▸ **Stored data**
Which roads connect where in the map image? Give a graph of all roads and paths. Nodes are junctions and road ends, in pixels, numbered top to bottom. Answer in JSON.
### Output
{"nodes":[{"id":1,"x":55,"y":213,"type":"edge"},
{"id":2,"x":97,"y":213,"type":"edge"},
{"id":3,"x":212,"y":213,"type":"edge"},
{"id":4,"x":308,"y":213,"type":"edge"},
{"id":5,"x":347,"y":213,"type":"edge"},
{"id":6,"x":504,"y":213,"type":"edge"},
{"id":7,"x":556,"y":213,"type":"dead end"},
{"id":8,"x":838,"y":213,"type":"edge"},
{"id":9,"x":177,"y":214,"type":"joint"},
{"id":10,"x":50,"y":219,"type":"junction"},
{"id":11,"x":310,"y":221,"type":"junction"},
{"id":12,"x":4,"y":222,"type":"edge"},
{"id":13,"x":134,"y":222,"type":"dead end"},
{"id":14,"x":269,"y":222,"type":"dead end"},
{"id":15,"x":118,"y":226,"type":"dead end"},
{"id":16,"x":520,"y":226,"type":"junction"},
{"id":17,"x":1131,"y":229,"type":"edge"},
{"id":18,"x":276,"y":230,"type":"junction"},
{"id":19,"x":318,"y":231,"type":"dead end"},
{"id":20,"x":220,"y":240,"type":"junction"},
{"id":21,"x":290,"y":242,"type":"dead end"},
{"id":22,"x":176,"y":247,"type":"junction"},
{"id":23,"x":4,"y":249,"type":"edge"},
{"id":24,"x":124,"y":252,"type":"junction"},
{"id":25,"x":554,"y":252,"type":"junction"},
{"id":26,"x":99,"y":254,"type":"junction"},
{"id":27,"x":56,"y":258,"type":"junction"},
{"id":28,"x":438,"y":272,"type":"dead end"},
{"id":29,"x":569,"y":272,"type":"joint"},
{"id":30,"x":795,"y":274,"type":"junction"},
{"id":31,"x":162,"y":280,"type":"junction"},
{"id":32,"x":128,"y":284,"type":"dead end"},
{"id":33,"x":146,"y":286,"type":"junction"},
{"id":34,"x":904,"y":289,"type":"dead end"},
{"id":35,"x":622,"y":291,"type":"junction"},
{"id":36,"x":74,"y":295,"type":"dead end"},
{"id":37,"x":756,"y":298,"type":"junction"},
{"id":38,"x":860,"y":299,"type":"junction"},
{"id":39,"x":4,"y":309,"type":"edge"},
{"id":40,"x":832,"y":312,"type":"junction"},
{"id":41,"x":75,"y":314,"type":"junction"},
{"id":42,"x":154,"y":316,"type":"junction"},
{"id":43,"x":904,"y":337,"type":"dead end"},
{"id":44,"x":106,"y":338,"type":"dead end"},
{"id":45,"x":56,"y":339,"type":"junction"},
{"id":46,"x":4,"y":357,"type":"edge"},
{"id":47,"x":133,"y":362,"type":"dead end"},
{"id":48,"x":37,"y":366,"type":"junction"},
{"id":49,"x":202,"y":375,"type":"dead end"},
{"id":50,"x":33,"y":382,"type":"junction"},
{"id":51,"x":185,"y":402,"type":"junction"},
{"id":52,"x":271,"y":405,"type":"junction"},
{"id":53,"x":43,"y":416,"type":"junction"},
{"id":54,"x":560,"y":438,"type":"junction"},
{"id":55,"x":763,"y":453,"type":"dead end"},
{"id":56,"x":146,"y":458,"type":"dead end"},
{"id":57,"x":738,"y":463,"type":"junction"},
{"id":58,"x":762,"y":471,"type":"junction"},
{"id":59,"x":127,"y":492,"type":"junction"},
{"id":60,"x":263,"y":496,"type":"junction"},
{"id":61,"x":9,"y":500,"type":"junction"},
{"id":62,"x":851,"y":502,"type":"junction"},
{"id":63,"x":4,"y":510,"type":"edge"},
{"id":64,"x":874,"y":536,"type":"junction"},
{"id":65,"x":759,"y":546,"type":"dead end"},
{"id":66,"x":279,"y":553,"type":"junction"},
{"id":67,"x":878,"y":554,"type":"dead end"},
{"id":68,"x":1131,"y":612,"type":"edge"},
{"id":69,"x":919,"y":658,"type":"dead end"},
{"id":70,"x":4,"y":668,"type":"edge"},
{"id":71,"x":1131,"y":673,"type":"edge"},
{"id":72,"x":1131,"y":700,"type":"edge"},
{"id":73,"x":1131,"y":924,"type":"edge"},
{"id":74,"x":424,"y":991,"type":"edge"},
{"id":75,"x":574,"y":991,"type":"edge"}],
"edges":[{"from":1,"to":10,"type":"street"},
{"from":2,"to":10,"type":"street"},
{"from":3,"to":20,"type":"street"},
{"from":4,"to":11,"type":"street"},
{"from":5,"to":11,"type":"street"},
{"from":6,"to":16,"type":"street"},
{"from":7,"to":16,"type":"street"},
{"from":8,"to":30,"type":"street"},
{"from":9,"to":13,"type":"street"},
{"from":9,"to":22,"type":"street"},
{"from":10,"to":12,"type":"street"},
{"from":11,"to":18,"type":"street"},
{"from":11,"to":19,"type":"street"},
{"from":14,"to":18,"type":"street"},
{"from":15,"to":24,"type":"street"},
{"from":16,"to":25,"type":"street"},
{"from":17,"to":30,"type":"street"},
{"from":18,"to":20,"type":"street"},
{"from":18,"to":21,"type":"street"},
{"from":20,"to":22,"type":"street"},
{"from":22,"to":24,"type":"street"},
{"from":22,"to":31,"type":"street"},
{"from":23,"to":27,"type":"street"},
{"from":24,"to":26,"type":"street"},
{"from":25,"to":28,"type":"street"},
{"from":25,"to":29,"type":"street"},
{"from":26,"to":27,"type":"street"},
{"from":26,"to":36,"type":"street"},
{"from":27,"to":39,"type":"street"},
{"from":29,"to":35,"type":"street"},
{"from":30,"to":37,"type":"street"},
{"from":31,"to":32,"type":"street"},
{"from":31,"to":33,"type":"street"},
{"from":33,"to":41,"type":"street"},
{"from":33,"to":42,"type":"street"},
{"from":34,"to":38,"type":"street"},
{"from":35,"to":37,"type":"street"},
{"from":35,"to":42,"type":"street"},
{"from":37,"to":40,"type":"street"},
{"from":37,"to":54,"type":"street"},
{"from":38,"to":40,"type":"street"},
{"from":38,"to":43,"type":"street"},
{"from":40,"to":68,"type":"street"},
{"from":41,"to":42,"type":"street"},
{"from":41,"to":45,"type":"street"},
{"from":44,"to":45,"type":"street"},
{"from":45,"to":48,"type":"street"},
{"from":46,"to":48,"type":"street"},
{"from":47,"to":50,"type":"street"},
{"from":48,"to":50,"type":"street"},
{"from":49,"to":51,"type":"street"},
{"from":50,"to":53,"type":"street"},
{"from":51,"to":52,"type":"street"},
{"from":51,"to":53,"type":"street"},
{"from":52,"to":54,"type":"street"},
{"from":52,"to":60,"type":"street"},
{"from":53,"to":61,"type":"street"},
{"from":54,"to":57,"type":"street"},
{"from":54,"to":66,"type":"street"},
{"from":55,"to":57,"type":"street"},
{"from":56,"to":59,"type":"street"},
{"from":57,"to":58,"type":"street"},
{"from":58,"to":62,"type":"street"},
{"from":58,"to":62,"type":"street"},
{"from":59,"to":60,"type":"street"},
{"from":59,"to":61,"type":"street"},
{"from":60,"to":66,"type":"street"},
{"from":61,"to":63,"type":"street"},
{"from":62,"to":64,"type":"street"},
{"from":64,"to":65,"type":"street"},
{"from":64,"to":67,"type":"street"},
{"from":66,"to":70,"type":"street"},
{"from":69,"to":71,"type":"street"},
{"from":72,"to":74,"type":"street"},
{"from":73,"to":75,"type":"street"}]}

▸ **WHAT YOU SHOULD DO**
The goal is a faithful transcription of every entry above.

▸ **SOLVED PROBLEM**
Which roads connect where in the map image? Give a graph of all roads and paths. Nodes are junctions and road ends, in pixels, numbered top to bottom. Answer in JSON.
### Output
{"nodes":[{"id":1,"x":55,"y":213,"type":"edge"},
{"id":2,"x":97,"y":213,"type":"edge"},
{"id":3,"x":212,"y":213,"type":"edge"},
{"id":4,"x":308,"y":213,"type":"edge"},
{"id":5,"x":347,"y":213,"type":"edge"},
{"id":6,"x":504,"y":213,"type":"edge"},
{"id":7,"x":556,"y":213,"type":"dead end"},
{"id":8,"x":838,"y":213,"type":"edge"},
{"id":9,"x":177,"y":214,"type":"joint"},
{"id":10,"x":50,"y":219,"type":"junction"},
{"id":11,"x":310,"y":221,"type":"junction"},
{"id":12,"x":4,"y":222,"type":"edge"},
{"id":13,"x":134,"y":222,"type":"dead end"},
{"id":14,"x":269,"y":222,"type":"dead end"},
{"id":15,"x":118,"y":226,"type":"dead end"},
{"id":16,"x":520,"y":226,"type":"junction"},
{"id":17,"x":1131,"y":229,"type":"edge"},
{"id":18,"x":276,"y":230,"type":"junction"},
{"id":19,"x":318,"y":231,"type":"dead end"},
{"id":20,"x":220,"y":240,"type":"junction"},
{"id":21,"x":290,"y":242,"type":"dead end"},
{"id":22,"x":176,"y":247,"type":"junction"},
{"id":23,"x":4,"y":249,"type":"edge"},
{"id":24,"x":124,"y":252,"type":"junction"},
{"id":25,"x":554,"y":252,"type":"junction"},
{"id":26,"x":99,"y":254,"type":"junction"},
{"id":27,"x":56,"y":258,"type":"junction"},
{"id":28,"x":438,"y":272,"type":"dead end"},
{"id":29,"x":569,"y":272,"type":"joint"},
{"id":30,"x":795,"y":274,"type":"junction"},
{"id":31,"x":162,"y":280,"type":"junction"},
{"id":32,"x":128,"y":284,"type":"dead end"},
{"id":33,"x":146,"y":286,"type":"junction"},
{"id":34,"x":904,"y":289,"type":"dead end"},
{"id":35,"x":622,"y":291,"type":"junction"},
{"id":36,"x":74,"y":295,"type":"dead end"},
{"id":37,"x":756,"y":298,"type":"junction"},
{"id":38,"x":860,"y":299,"type":"junction"},
{"id":39,"x":4,"y":309,"type":"edge"},
{"id":40,"x":832,"y":312,"type":"junction"},
{"id":41,"x":75,"y":314,"type":"junction"},
{"id":42,"x":154,"y":316,"type":"junction"},
{"id":43,"x":904,"y":337,"type":"dead end"},
{"id":44,"x":106,"y":338,"type":"dead end"},
{"id":45,"x":56,"y":339,"type":"junction"},
{"id":46,"x":4,"y":357,"type":"edge"},
{"id":47,"x":133,"y":362,"type":"dead end"},
{"id":48,"x":37,"y":366,"type":"junction"},
{"id":49,"x":202,"y":375,"type":"dead end"},
{"id":50,"x":33,"y":382,"type":"junction"},
{"id":51,"x":185,"y":402,"type":"junction"},
{"id":52,"x":271,"y":405,"type":"junction"},
{"id":53,"x":43,"y":416,"type":"junction"},
{"id":54,"x":560,"y":438,"type":"junction"},
{"id":55,"x":763,"y":453,"type":"dead end"},
{"id":56,"x":146,"y":458,"type":"dead end"},
{"id":57,"x":738,"y":463,"type":"junction"},
{"id":58,"x":762,"y":471,"type":"junction"},
{"id":59,"x":127,"y":492,"type":"junction"},
{"id":60,"x":263,"y":496,"type":"junction"},
{"id":61,"x":9,"y":500,"type":"junction"},
{"id":62,"x":851,"y":502,"type":"junction"},
{"id":63,"x":4,"y":510,"type":"edge"},
{"id":64,"x":874,"y":536,"type":"junction"},
{"id":65,"x":759,"y":546,"type":"dead end"},
{"id":66,"x":279,"y":553,"type":"junction"},
{"id":67,"x":878,"y":554,"type":"dead end"},
{"id":68,"x":1131,"y":612,"type":"edge"},
{"id":69,"x":919,"y":658,"type":"dead end"},
{"id":70,"x":4,"y":668,"type":"edge"},
{"id":71,"x":1131,"y":673,"type":"edge"},
{"id":72,"x":1131,"y":700,"type":"edge"},
{"id":73,"x":1131,"y":924,"type":"edge"},
{"id":74,"x":424,"y":991,"type":"edge"},
{"id":75,"x":574,"y":991,"type":"edge"}],
"edges":[{"from":1,"to":10,"type":"street"},
{"from":2,"to":10,"type":"street"},
{"from":3,"to":20,"type":"street"},
{"from":4,"to":11,"type":"street"},
{"from":5,"to":11,"type":"street"},
{"from":6,"to":16,"type":"street"},
{"from":7,"to":16,"type":"street"},
{"from":8,"to":30,"type":"street"},
{"from":9,"to":13,"type":"street"},
{"from":9,"to":22,"type":"street"},
{"from":10,"to":12,"type":"street"},
{"from":11,"to":18,"type":"street"},
{"from":11,"to":19,"type":"street"},
{"from":14,"to":18,"type":"street"},
{"from":15,"to":24,"type":"street"},
{"from":16,"to":25,"type":"street"},
{"from":17,"to":30,"type":"street"},
{"from":18,"to":20,"type":"street"},
{"from":18,"to":21,"type":"street"},
{"from":20,"to":22,"type":"street"},
{"from":22,"to":24,"type":"street"},
{"from":22,"to":31,"type":"street"},
{"from":23,"to":27,"type":"street"},
{"from":24,"to":26,"type":"street"},
{"from":25,"to":28,"type":"street"},
{"from":25,"to":29,"type":"street"},
{"from":26,"to":27,"type":"street"},
{"from":26,"to":36,"type":"street"},
{"from":27,"to":39,"type":"street"},
{"from":29,"to":35,"type":"street"},
{"from":30,"to":37,"type":"street"},
{"from":31,"to":32,"type":"street"},
{"from":31,"to":33,"type":"street"},
{"from":33,"to":41,"type":"street"},
{"from":33,"to":42,"type":"street"},
{"from":34,"to":38,"type":"street"},
{"from":35,"to":37,"type":"street"},
{"from":35,"to":42,"type":"street"},
{"from":37,"to":40,"type":"street"},
{"from":37,"to":54,"type":"street"},
{"from":38,"to":40,"type":"street"},
{"from":38,"to":43,"type":"street"},
{"from":40,"to":68,"type":"street"},
{"from":41,"to":42,"type":"street"},
{"from":41,"to":45,"type":"street"},
{"from":44,"to":45,"type":"street"},
{"from":45,"to":48,"type":"street"},
{"from":46,"to":48,"type":"street"},
{"from":47,"to":50,"type":"street"},
{"from":48,"to":50,"type":"street"},
{"from":49,"to":51,"type":"street"},
{"from":50,"to":53,"type":"street"},
{"from":51,"to":52,"type":"street"},
{"from":51,"to":53,"type":"street"},
{"from":52,"to":54,"type":"street"},
{"from":52,"to":60,"type":"street"},
{"from":53,"to":61,"type":"street"},
{"from":54,"to":57,"type":"street"},
{"from":54,"to":66,"type":"street"},
{"from":55,"to":57,"type":"street"},
{"from":56,"to":59,"type":"street"},
{"from":57,"to":58,"type":"street"},
{"from":58,"to":62,"type":"street"},
{"from":58,"to":62,"type":"street"},
{"from":59,"to":60,"type":"street"},
{"from":59,"to":61,"type":"street"},
{"from":60,"to":66,"type":"street"},
{"from":61,"to":63,"type":"street"},
{"from":62,"to":64,"type":"street"},
{"from":64,"to":65,"type":"street"},
{"from":64,"to":67,"type":"street"},
{"from":66,"to":70,"type":"street"},
{"from":69,"to":71,"type":"street"},
{"from":72,"to":74,"type":"street"},
{"from":73,"to":75,"type":"street"}]}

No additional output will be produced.